I take no credit for expressing, as the White Paper does, this need for a profitable private sector. In a mixed economy, the economic success of the Government and the nation depends on the success of the private sector quite as much as it does on the success of the public sector. Any idea that we can substitute for it, that Whitehall can manage British industry, that it can take its investment decisions, its marketing decisions, its research and development decisions, would be an illusion. Nor would I suggest that to the extent to which the private sector has failed to invest, there is anything like a full answer to the problem in the Bill. Our investment record depends on the will of those who work in industry as well as on the general economic climate.
That does not mean there is no value in consultation. It does not mean there is no value in co-operation between the private sector and an agency such as the National Enterprise Board, nor does it mean that co-operation between the two and indeed competition between the two, cannot help to promote investment and development in the British economy.
I know that it is suggested that the NEB may use public money to undermine the private sector by subsidised competition. This is a nightmare without substance. It is the sort of nightmare that was raised when the IRC was founded, when the Industrial Expansion Act was passed, indeed, when the Industry Act 1972 was going through this House. I pay tribute to the skill of Conservative hon. Members with extrava- 1136 gant language. I am never quite sure whether it is the efficiency of the public sector or the subsidised inefficiency of the public sector that is thought to be the more dangerous to the private sector.

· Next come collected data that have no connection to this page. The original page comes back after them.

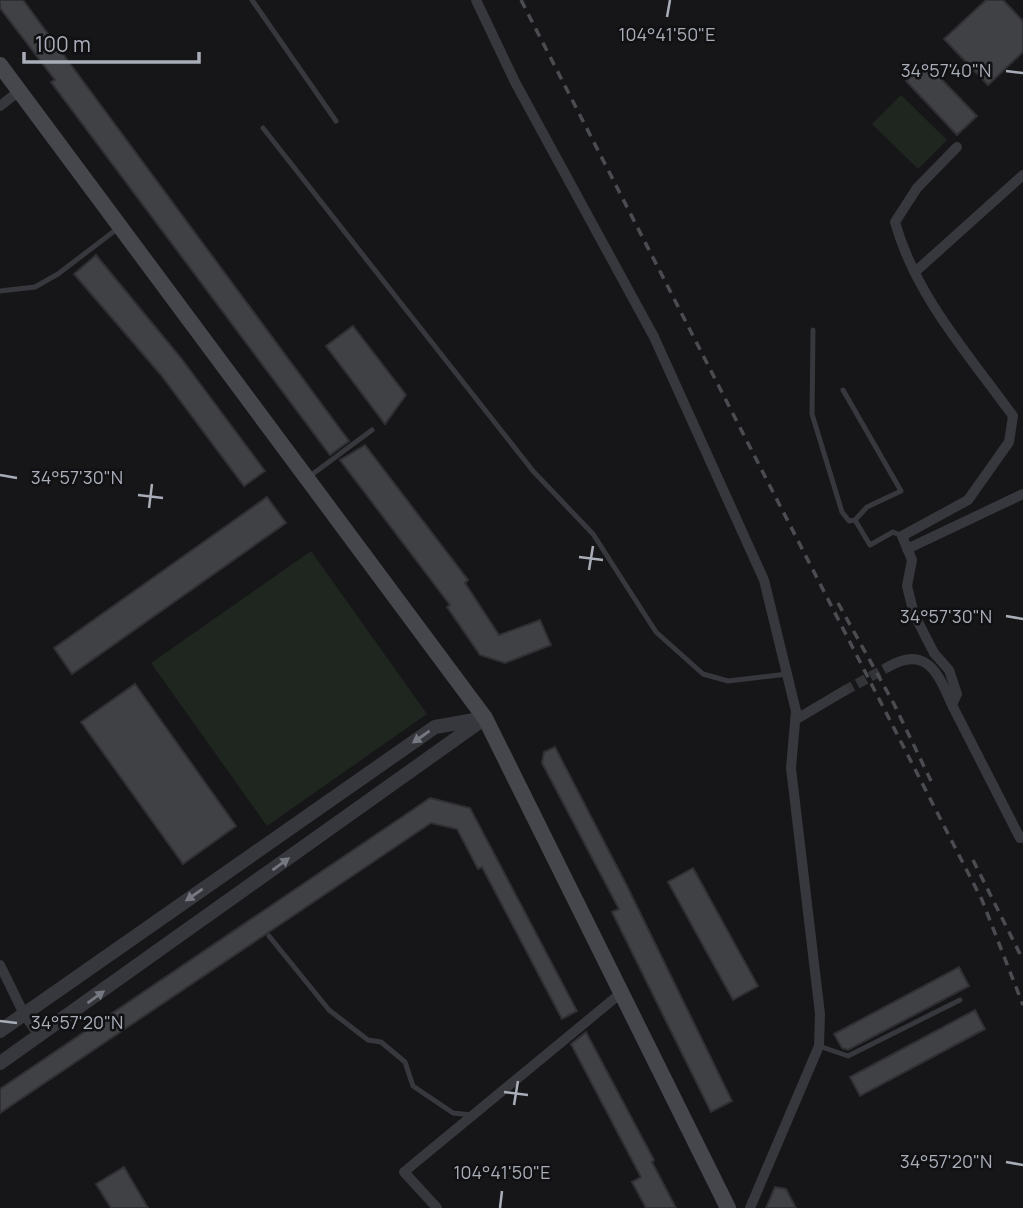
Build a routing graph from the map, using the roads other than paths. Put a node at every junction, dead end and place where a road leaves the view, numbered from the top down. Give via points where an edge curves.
1 (252, 0) edge
2 (476, 0) edge
3 (0, 65) edge
4 (19, 91) junction
5 (0, 107) edge
6 (336, 121) dead end
7 (263, 128) dead end
8 (957, 148) dead end
9 (1023, 175) edge
10 (120, 227) junction
11 (915, 272) junction
12 (0, 291) edge
13 (813, 330) dead end
14 (843, 390) dead end
15 (372, 430) dead end
16 (307, 478) junction
17 (1023, 494) edge
18 (855, 520) junction
19 (902, 536) junction
20 (907, 549) junction
21 (888, 667) tunnel mouth
22 (789, 674) junction
23 (844, 691) tunnel mouth
24 (953, 705) junction
25 (485, 718) junction
26 (795, 720) junction
27 (1022, 840) edge
28 (269, 936) dead end
29 (0, 965) edge
30 (621, 993) junction
31 (960, 1000) dead end
32 (24, 1014) junction
33 (0, 1031) edge
34 (40, 1037) junction
35 (819, 1046) junction
36 (0, 1063) edge
37 (472, 1115) junction
38 (437, 1208) edge
39 (728, 1208) edge
40 (750, 1208) edge

1 - 6 lane
2 - 22 street via 515,82 654,337 764,580
3 - 4 main road
4 - 5 street
4 - 10 main road
7 - 22 lane via 533,471 593,534 656,632 703,674 728,681
8 - 11 street via 917,188 895,222 903,252
9 - 11 street
10 - 12 lane via 58,275 35,287
10 - 16 main road
11 - 19 street via 1013,416 1009,442 968,500
13 - 18 lane via 812,414 842,512 849,521
14 - 18 lane via 901,491 867,507
15 - 16 lane
16 - 25 main road
17 - 20 street
18 - 19 lane via 870,545 893,532
19 - 20 street
20 - 24 street via 912,560 907,586 914,614 934,653 949,670 957,694
21 - 24 street via 908,659 929,664
22 - 26 street
23 - 26 street
24 - 27 street
25 - 30 main road
25 -> 32 street via 435,727
34 -> 25 street
26 - 35 street via 791,768 820,1014
28 - 37 lane via 329,1010 405,1062 413,1086 453,1113
29 - 32 street
30 - 37 street
30 - 39 main road
31 - 35 lane via 848,1056
32 - 33 street
32 - 34 street
34 - 36 street
35 - 40 street
37 - 38 street via 404,1172

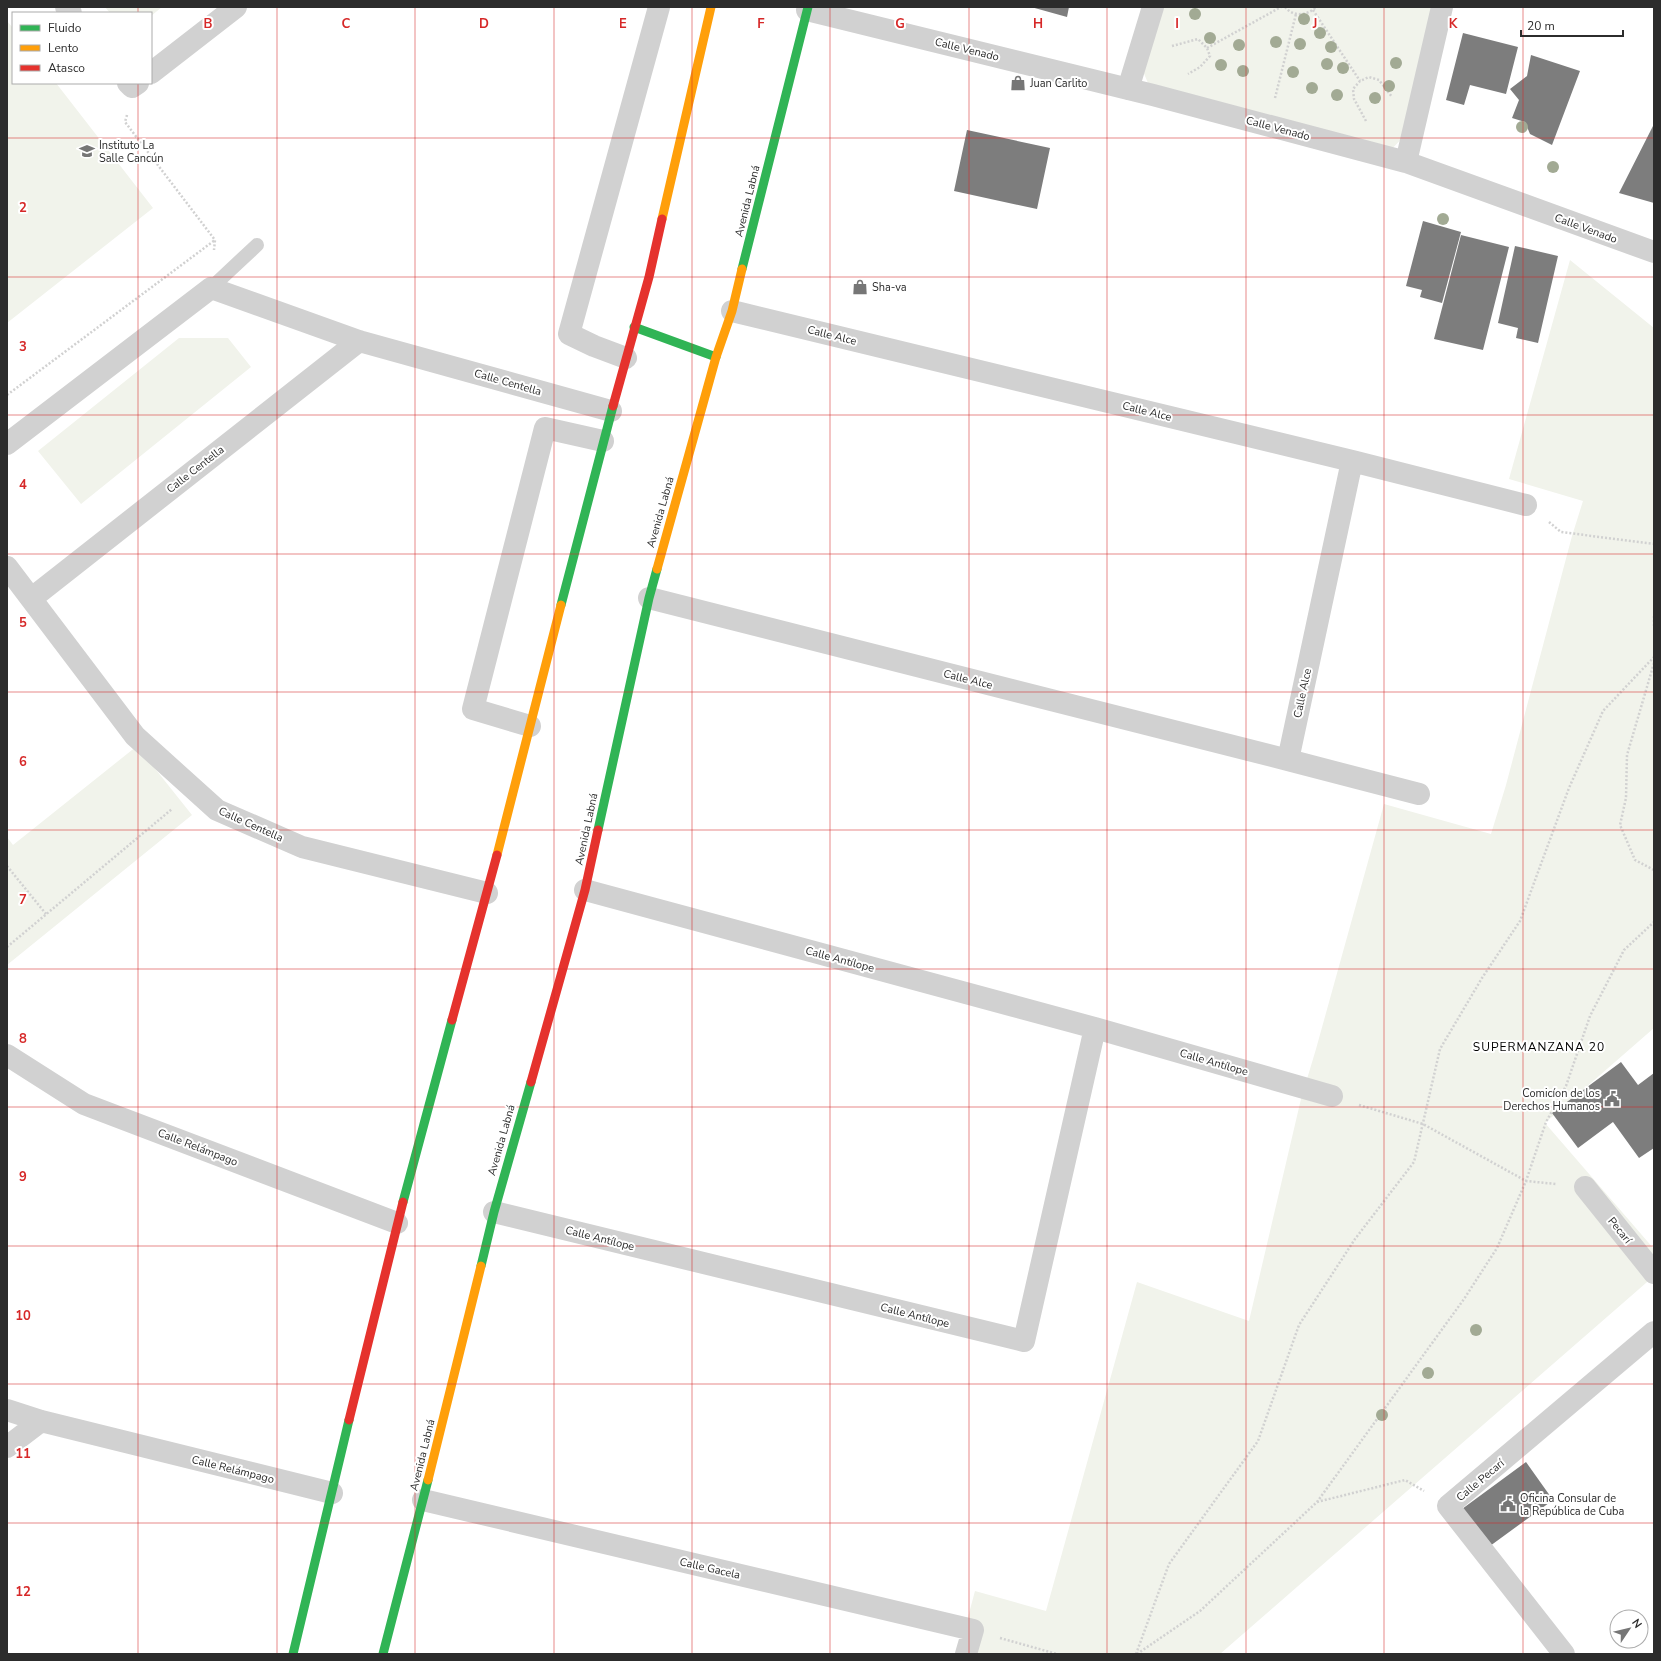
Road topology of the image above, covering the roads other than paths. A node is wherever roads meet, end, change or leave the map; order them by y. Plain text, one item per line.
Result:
1 (236, 7) edge
2 (658, 7) edge
3 (711, 7) edge
4 (1153, 7) edge
5 (1442, 7) edge
6 (808, 8) edge
7 (152, 72) edge
8 (1128, 89) junction
9 (1406, 162) junction
10 (257, 245) dead end
11 (1654, 252) edge
12 (211, 288) junction
13 (732, 311) junction
14 (634, 327) junction
15 (359, 341) junction
16 (716, 357) junction
17 (626, 358) junction
18 (611, 411) junction
19 (603, 441) junction
20 (7, 444) edge
21 (1352, 461) junction
22 (1526, 505) road end
23 (7, 566) edge
24 (32, 598) junction
25 (649, 598) junction
26 (530, 726) junction
27 (1288, 760) junction
28 (1419, 794) dead end
29 (585, 890) junction
30 (488, 893) junction
31 (1096, 1028) junction
32 (7, 1055) edge
33 (1332, 1096) road end
34 (1585, 1187) road end
35 (494, 1212) junction
36 (397, 1223) junction
37 (1654, 1273) edge
38 (1654, 1332) edge
39 (7, 1410) edge
40 (41, 1420) junction
41 (7, 1447) edge
42 (332, 1494) junction
43 (423, 1500) junction
44 (293, 1654) edge
45 (383, 1654) edge
46 (966, 1654) edge
47 (1564, 1654) edge

1 - 7 street
2 - 17 street
3 - 14 street
4 - 8 street
5 - 9 street
6 - 8 street, Calle Venado
6 - 13 street, Avenida Labná
8 - 9 street, Calle Venado
9 - 11 street, Calle Venado
10 - 12 lane
12 - 15 street, Calle Centella
12 - 20 street
13 - 16 street, Avenida Labná
13 - 21 street, Calle Alce
14 - 16 street
14 - 17 street
15 - 18 street, Calle Centella
15 - 24 street, Calle Centella
16 - 25 street, Avenida Labná
17 - 18 street
18 - 19 street
19 - 26 street
19 - 26 street
21 - 22 street, Calle Alce
21 - 27 street, Calle Alce
23 - 24 street, Calle Centella
24 - 30 street, Calle Centella
25 - 27 street, Calle Alce
25 - 29 street, Avenida Labná
26 - 30 street
27 - 28 street, Calle Alce
29 - 31 street, Calle Antílope
29 - 35 street, Avenida Labná
30 - 36 street
31 - 33 street, Calle Antílope
31 - 35 street, Calle Antílope
32 - 36 street, Calle Relámpago
34 - 37 street, Pecarí
35 - 43 street, Avenida Labná
36 - 42 street
38 - 47 street, Calle Pecarí
39 - 40 street, Calle Relámpago
40 - 41 street
40 - 42 street, Calle Relámpago
42 - 44 street
43 - 45 street, Avenida Labná
43 - 46 street, Calle Gacela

The hon. Member for Henley suggested yesterday that the Treasury's powers regarding the National Enterprise Board were ineffective, that we were brought in to deal with a secondary range of minor powers such as those dealing with shipbuilding credit and the NRDC. This criticism is entirely misplaced. The Treasury is given a prominent rôle in determining the financial duties of the board in Clause 5. Moreover, under Schedule 2 Treasury approval is needed before the Secretary of State can lend any sums to the Board from the National Loans Fund, or make any advances from the Consolidated Fund by way of public dividend capital. All this amounts to a major control on the proceedings of the Board. It would prevent, if there were need to prevent, the undermining of private sector firms by subsidised competition.
In any case, one should set the resources at the disposal of the National Enterprise Board against the scale of resources available to the private sector. The £700 million or £1,000 million available to the National Enterprise Board is intended to cover a number of years. These figures are not at all out of line with the financial provision made by the Conservative Government under Sections 7 and 8 of the 1972 Industry Act. These sums are right for their purpose, the purpose of stimulating new investment, new enterprises and joint enterprises with the private sector within the bounds of what is likely to be practicable in such a period.
Certainly there must be criteria for intervention, and the National Enterprise Board must act on a commercial basis, whether its interventions consist of assistance to the private sector under Sections 7 or 8 of the 1972 Industry Act or joint ventures between the NEB and private sector companies, or joint ventures with nationalised industries, or the establishment of wholly publicly-owned enterprises.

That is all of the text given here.